# WHAT NEEDS TO BE DONE
Using the data below, copy every line that contains the word "dead".

# EXTRACTED MATERIAL
▼▼▼
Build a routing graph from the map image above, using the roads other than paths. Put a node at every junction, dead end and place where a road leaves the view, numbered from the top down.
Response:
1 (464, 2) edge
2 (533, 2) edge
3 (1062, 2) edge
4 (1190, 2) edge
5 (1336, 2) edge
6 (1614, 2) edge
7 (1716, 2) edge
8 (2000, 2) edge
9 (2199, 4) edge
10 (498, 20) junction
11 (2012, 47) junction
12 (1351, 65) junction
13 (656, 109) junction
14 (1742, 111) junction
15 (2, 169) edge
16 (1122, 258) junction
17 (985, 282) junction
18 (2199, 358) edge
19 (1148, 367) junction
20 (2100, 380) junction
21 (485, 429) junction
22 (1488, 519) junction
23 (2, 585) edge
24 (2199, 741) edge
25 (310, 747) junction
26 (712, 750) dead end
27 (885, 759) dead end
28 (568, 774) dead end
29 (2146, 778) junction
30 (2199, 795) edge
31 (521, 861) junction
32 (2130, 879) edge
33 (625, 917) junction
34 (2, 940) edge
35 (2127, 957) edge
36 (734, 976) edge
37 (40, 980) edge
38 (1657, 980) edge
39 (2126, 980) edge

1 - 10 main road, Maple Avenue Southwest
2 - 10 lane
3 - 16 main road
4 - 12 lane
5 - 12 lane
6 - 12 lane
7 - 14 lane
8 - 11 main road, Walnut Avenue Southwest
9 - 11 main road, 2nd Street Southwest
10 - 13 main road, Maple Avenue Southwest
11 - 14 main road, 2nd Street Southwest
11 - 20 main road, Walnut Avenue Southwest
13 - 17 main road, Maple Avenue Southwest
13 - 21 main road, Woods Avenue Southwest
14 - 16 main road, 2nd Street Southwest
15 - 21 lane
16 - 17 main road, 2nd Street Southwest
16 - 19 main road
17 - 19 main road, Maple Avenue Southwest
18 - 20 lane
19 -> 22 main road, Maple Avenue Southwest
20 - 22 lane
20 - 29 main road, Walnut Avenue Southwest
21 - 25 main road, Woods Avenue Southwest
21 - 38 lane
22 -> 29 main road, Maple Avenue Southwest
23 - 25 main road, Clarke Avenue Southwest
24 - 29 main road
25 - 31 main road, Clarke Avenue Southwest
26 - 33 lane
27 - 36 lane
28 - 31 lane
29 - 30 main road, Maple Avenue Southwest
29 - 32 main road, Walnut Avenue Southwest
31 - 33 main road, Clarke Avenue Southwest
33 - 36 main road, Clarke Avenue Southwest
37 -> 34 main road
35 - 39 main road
▲▲▲
# ANSWER TO THIS PROBLEM
Build a routing graph from the map image above, using the roads other than paths. Put a node at every junction, dead end and place where a road leaves the view, numbered from the top down.
26 (712, 750) dead end
27 (885, 759) dead end
28 (568, 774) dead end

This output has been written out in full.